Stornaway is not a man given to delicacy of feeling, or finding problems where none exist, and Charles is troubled in his turn, not least because it’s been rather longer than he cares to admit since he last saw his great-uncle. Maddox spent the summer on a long-postponed tour of northern Italy, but he must have returned to his house near the river at least six weeks ago, and Charles has still not found the time to visit. Given the relationship they have – or had; given what Charles said of him only yesterday (and every word of that was true), this lapse might strike you as rather odd. It might strike you, too, that there must be a reason for it that Charles seems rather reluctant to admit. What this might be we may yet discover, but it is, in itself, instructive: he may be a meticulous observer of the habits and behavioural patterns of other creatures, human or otherwise, but he is singularly blind to his own. Abel, meanwhile, has said nothing, but Charles is in no hurry. Best the man comes to it in his own way.

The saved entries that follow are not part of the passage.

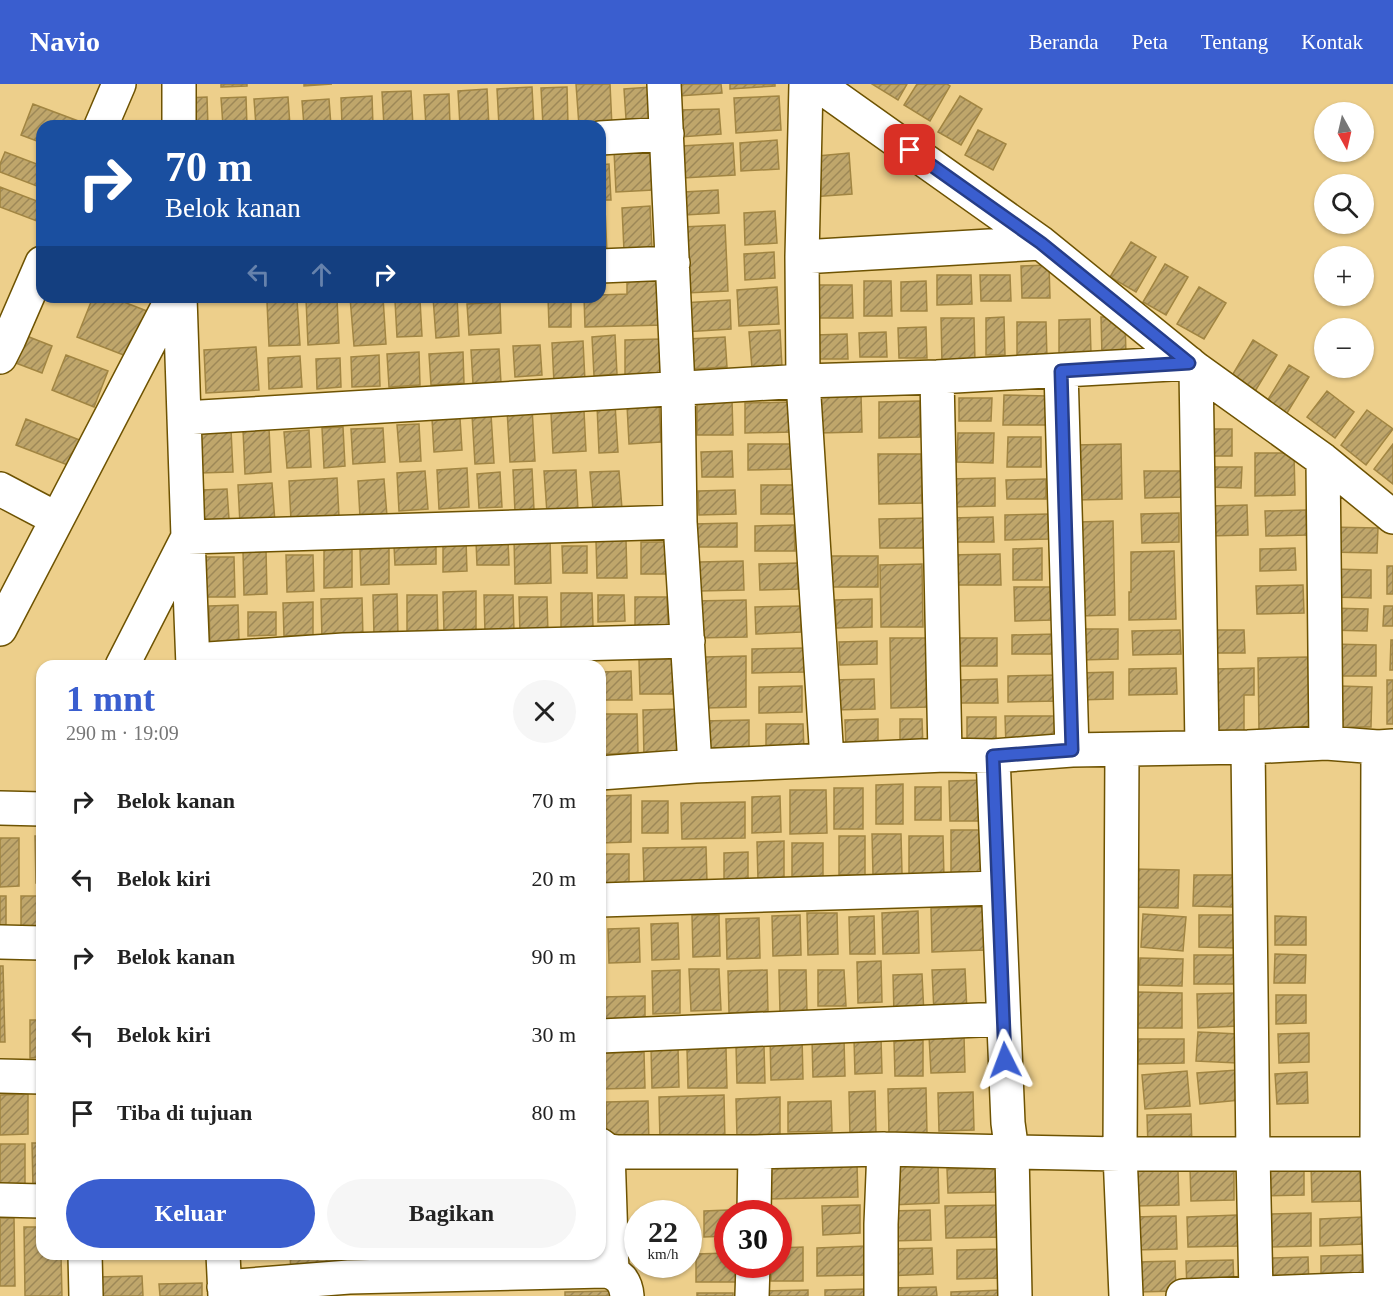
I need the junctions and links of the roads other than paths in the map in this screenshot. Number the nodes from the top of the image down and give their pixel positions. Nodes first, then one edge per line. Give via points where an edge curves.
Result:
1 (119, 84) edge
2 (179, 84) edge
3 (664, 84) edge
4 (806, 84) edge
5 (818, 84) edge
6 (104, 120) edge
7 (179, 120) edge
8 (667, 134) junction
9 (606, 138) edge
10 (1041, 243) junction
11 (802, 257) junction
12 (673, 263) junction
13 (606, 266) edge
14 (36, 276) edge
15 (170, 303) edge
16 (180, 303) edge
17 (0, 357) edge
18 (1193, 366) junction
19 (1061, 371) junction
20 (937, 377) junction
21 (803, 381) junction
22 (678, 388) junction
23 (184, 417) junction
24 (1323, 460) junction
25 (0, 489) edge
26 (1393, 518) edge
27 (57, 519) junction
28 (680, 522) junction
29 (188, 537) junction
30 (0, 628) edge
31 (688, 641) junction
32 (125, 660) edge
33 (193, 660) edge
34 (228, 660) edge
35 (1326, 743) junction
36 (1386, 746) edge
37 (1202, 747) junction
38 (1248, 747) junction
39 (1072, 750) junction
40 (1122, 750) junction
41 (945, 755) junction
42 (993, 756) junction
43 (827, 760) junction
44 (695, 766) junction
45 (606, 773) edge
46 (0, 808) edge
47 (36, 808) edge
48 (998, 888) junction
49 (606, 900) edge
50 (1386, 911) edge
51 (0, 942) edge
52 (36, 943) edge
53 (1003, 1019) junction
54 (1385, 1027) edge
55 (606, 1036) edge
56 (0, 1076) edge
57 (36, 1077) edge
58 (606, 1149) edge
59 (884, 1149) junction
60 (755, 1152) junction
61 (1012, 1152) junction
62 (1120, 1154) junction
63 (1253, 1154) junction
64 (1385, 1154) edge
65 (606, 1165) edge
66 (0, 1200) edge
67 (754, 1200) edge
68 (36, 1201) edge
69 (85, 1260) edge
70 (223, 1260) edge
71 (474, 1264) edge
72 (360, 1276) edge
73 (753, 1278) edge
74 (620, 1284) edge
75 (510, 1285) edge
76 (1385, 1290) edge
77 (224, 1292) edge
78 (1256, 1294) junction
79 (87, 1296) edge
80 (752, 1296) edge
81 (881, 1296) edge
82 (1016, 1296) edge
83 (1126, 1296) edge
84 (1183, 1296) edge

1 - 6 street
2 - 7 street
3 - 8 street
4 - 11 street
5 - 10 street
8 - 9 street
8 - 12 street
10 - 11 street
10 - 18 street
11 - 21 street
12 - 13 street
12 - 22 street
14 - 17 street
15 - 27 street
16 - 23 street
18 - 19 street
18 - 24 street
18 - 37 street
19 - 20 street
19 - 39 street
20 - 21 street
20 - 41 street
21 - 22 street
21 - 43 street
22 - 23 street
22 - 28 street
23 - 29 street
24 - 26 street
24 - 35 street
25 - 27 street
27 - 30 street
28 - 29 street
28 - 31 street
29 - 32 street
29 - 33 street
31 - 34 street via 344,650
31 - 44 street
35 - 36 street
35 - 38 street
36 - 50 street
37 - 38 street
37 - 40 street
38 - 63 street
39 - 40 street
39 - 42 street
40 - 62 street
41 - 42 street
41 - 43 street
42 - 48 street
43 - 44 street
44 - 45 street
46 - 47 street
48 - 49 street
48 - 53 street
50 - 54 street
51 - 52 street
53 - 55 street
53 - 61 street
54 - 64 street
56 - 57 street
58 - 60 street via 616,1152
59 - 60 street
59 - 61 street
59 - 81 street
60 - 67 street
61 - 62 street
61 - 82 street
62 - 63 street
62 - 83 street
63 - 64 street
63 - 78 street
64 - 76 street
65 - 74 street
66 - 68 street
69 - 79 street
70 - 77 street
71 - 72 street
71 - 75 street
72 - 77 street
73 - 80 street
74 - 75 street
76 - 78 street
78 - 84 street

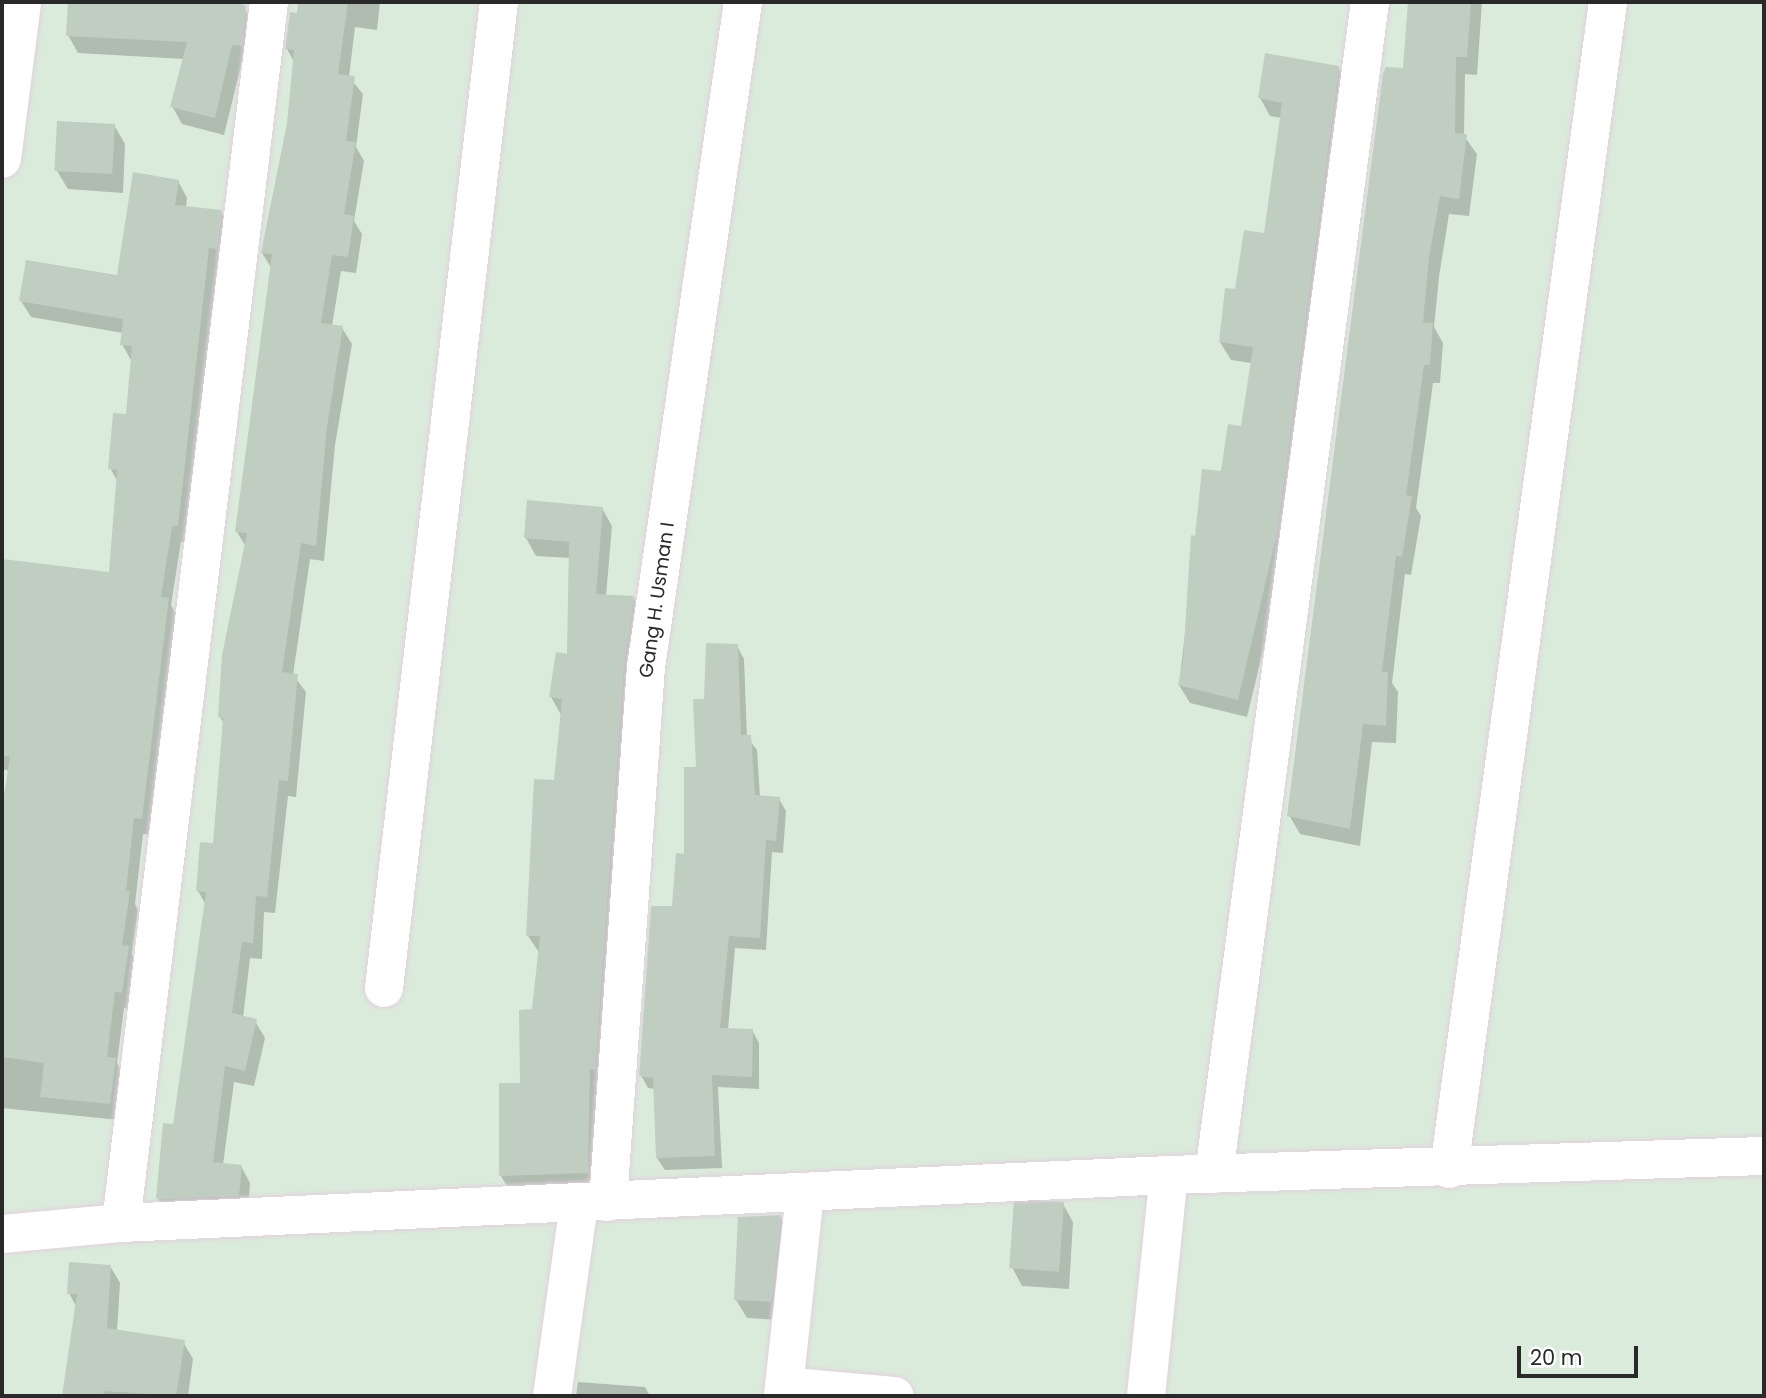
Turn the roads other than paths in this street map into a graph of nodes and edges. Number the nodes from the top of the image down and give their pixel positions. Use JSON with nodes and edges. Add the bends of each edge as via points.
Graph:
{"nodes":[{"id":1,"x":22,"y":2,"type":"edge"},
{"id":2,"x":269,"y":2,"type":"edge"},
{"id":3,"x":499,"y":2,"type":"edge"},
{"id":4,"x":743,"y":2,"type":"edge"},
{"id":5,"x":1370,"y":2,"type":"edge"},
{"id":6,"x":1608,"y":2,"type":"edge"},
{"id":7,"x":2,"y":159,"type":"edge"},
{"id":8,"x":384,"y":988,"type":"dead end"},
{"id":9,"x":1764,"y":1156,"type":"edge"},
{"id":10,"x":1449,"y":1169,"type":"junction"},
{"id":11,"x":1214,"y":1174,"type":"junction"},
{"id":12,"x":1169,"y":1175,"type":"junction"},
{"id":13,"x":804,"y":1192,"type":"junction"},
{"id":14,"x":593,"y":1202,"type":"junction"},
{"id":15,"x":121,"y":1223,"type":"junction"},
{"id":16,"x":2,"y":1234,"type":"edge"},
{"id":17,"x":783,"y":1391,"type":"edge"},
{"id":18,"x":552,"y":1396,"type":"edge"},
{"id":19,"x":895,"y":1396,"type":"edge"},
{"id":20,"x":1146,"y":1396,"type":"edge"}],
"edges":[{"from":1,"to":7,"type":"street"},
{"from":2,"to":15,"type":"street"},
{"from":3,"to":8,"type":"street"},
{"from":4,"to":14,"type":"street","name":"Gang H. Usman I","via":[[646,667]]},
{"from":5,"to":11,"type":"street"},
{"from":6,"to":10,"type":"street"},
{"from":9,"to":10,"type":"street"},
{"from":10,"to":11,"type":"street"},
{"from":11,"to":12,"type":"street"},
{"from":12,"to":13,"type":"street"},
{"from":12,"to":20,"type":"street"},
{"from":13,"to":14,"type":"street"},
{"from":13,"to":17,"type":"street"},
{"from":14,"to":15,"type":"street"},
{"from":14,"to":18,"type":"street","name":"Gang H. Usman I"},
{"from":15,"to":16,"type":"street"},
{"from":17,"to":19,"type":"street"}]}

‘He’s not his’sen, Mr Charles. Not at all. Not since we got back.’
‘Is he unwell?’
Stornaway looks perplexed. ‘That’s ju
st it. I dinna rightly know. One day he’s as right as rain, the next he dinna seem to know who I am. One day he just sits there in his chair, starin’ into space mumblin’ to his’sen; the next he’s as sharp as a razor, setting everything to rights from the state o’ my collar to the state o’ the nation.’
Charles puts down his mug. ‘I suppose he is very old now.’ He’s trying to be reassuring, but he’s not as confident as he sounds. Maddox has an incisive mind, yes; but he was never a belligerent man.
Stornaway, meanwhile, is nodding. ‘Aye, that’s what’s I thought me’sen. Mrs McLeod, who comes in twice a week to do for us, her husband is in the same declinin’ way. More a little chiel than an old man she says. If that’s all it were, I could manage. But these last few days, things have changed.’